The problem was uncovered by an anonymous security researcher posting under the alias morpheuskafka on Hacker News. According to the researcher, Fiverr uses Cloudinary similarly to an S3 storage service, delivering files directly to web browsers. The critical mistake: instead of using signed, expiring URLs, Fiverr apparently opted for public links that can easily be crawled and indexed by search engines.
What is affected
The scale of the leak is significant. Cybernews confirmed that search results from affected servers do indeed expose tax returns, ID documents, invoices and other personally identifiable information. Alongside private documents, deliverables from freelancers also surfaced, ranging from marketing materials and pitch decks to academic theses and penetration test reports. Ironically, among the leaked files is Fiverr’s own ISO 27001 certificate for information security excellence, which expired four months ago.
Security researcher Aras Nazarovas from Cybernews is unambiguous in his assessment: this constitutes a serious security failure. All files exchanged between buyers and sellers, including ID documents, contracts, passwords and API keys, are potentially publicly accessible. While external attackers cannot simply list all affected files without an account API key, anyone who knows what to search for will find results on Google.

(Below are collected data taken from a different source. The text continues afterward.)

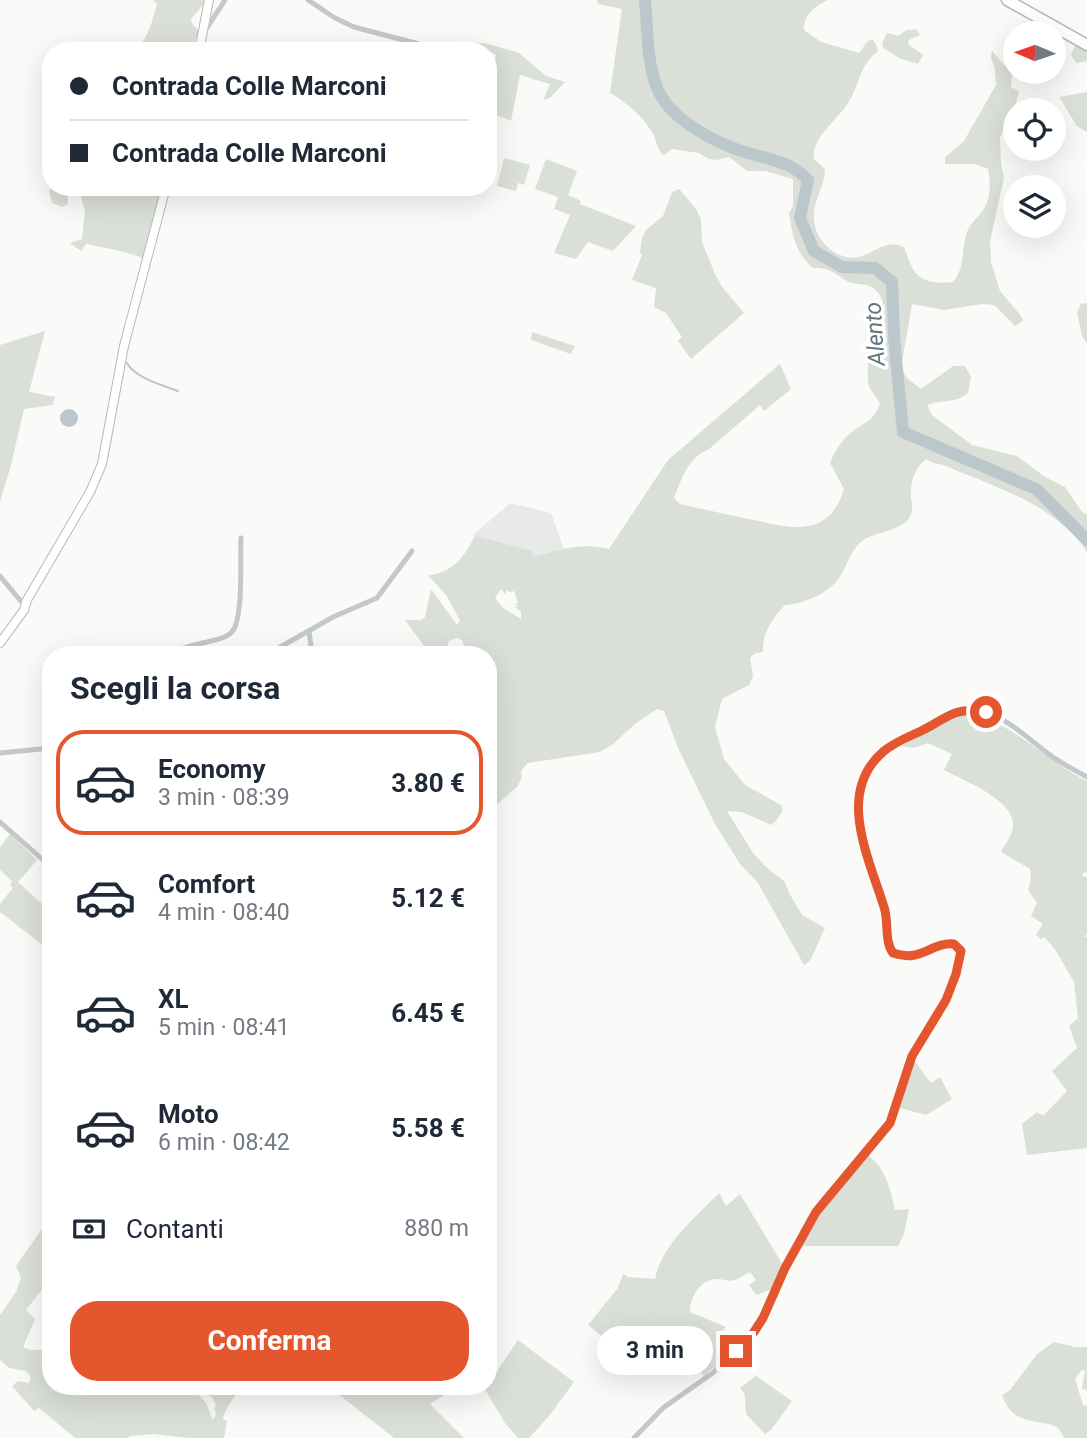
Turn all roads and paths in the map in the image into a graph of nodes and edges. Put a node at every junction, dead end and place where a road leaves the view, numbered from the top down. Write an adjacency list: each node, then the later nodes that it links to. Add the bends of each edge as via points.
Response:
1 (209, 0): 5 (street)
2 (225, 0): 5 (street)
3 (308, 0): 7 (street, via 354,27)
4 (1007, 0): 8 (highway)
5 (201, 37): 6 (street)
6 (200, 42)
7 (411, 42)
8 (1087, 45)
9 (164, 196): 13 (street, via 124,346 102,464)
10 (241, 538): 16 (street, via 234,627 222,638)
11 (412, 551): 14 (street, via 377,598)
12 (0, 576): 13 (street)
13 (25, 606): 15 (street)
14 (309, 631): 17 (street); 18 (street)
15 (0, 643)
16 (187, 646)
17 (282, 646)
18 (311, 646)
19 (42, 749): 20 (street)
20 (0, 753)
21 (1087, 777): 24 (street, via 1012,726 986,712 970,710 956,710 900,740 874,761 865,776 859,827 888,921 889,948 915,957 954,944 961,951 956,974 940,1013 912,1056 890,1123 811,1218 754,1332)
22 (0, 822): 23 (street)
23 (42, 859)
24 (634, 1438)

Responsible disclosure ignored
Particularly troubling: the researcher claims to have notified Fiverr of the vulnerability more than 40 days ago, via email to the official security address security@fiverr.com. No reply was ever received. Since the issue is technically not a classic code vulnerability, the researcher saw no way to escalate it through CVE or CERT processes and therefore decided to go public.
Nazarovas also points out that Fiverr itself actively runs Google Ads targeting tax-related keywords, directing users to its platform. Without adequate security measures in place, the company may be in violation of the Gramm-Leach-Bliley Act (GLBA) and the FTC Safeguards Rule, both of which require tax preparers to protect client financial data.
What affected users should do now
Anyone who has ever shared credentials, API keys or other sensitive information via Fiverr messages should rotate them immediately. Nazarovas also recommends staying alert for signs of identity fraud or phishing attempts.
The researcher is calling on Fiverr to immediately implement proper access controls for private files, remove affected content from search engine indexes and notify impacted users. At the time the original report was published, the data remained freely accessible. Fiverr has so far not commented.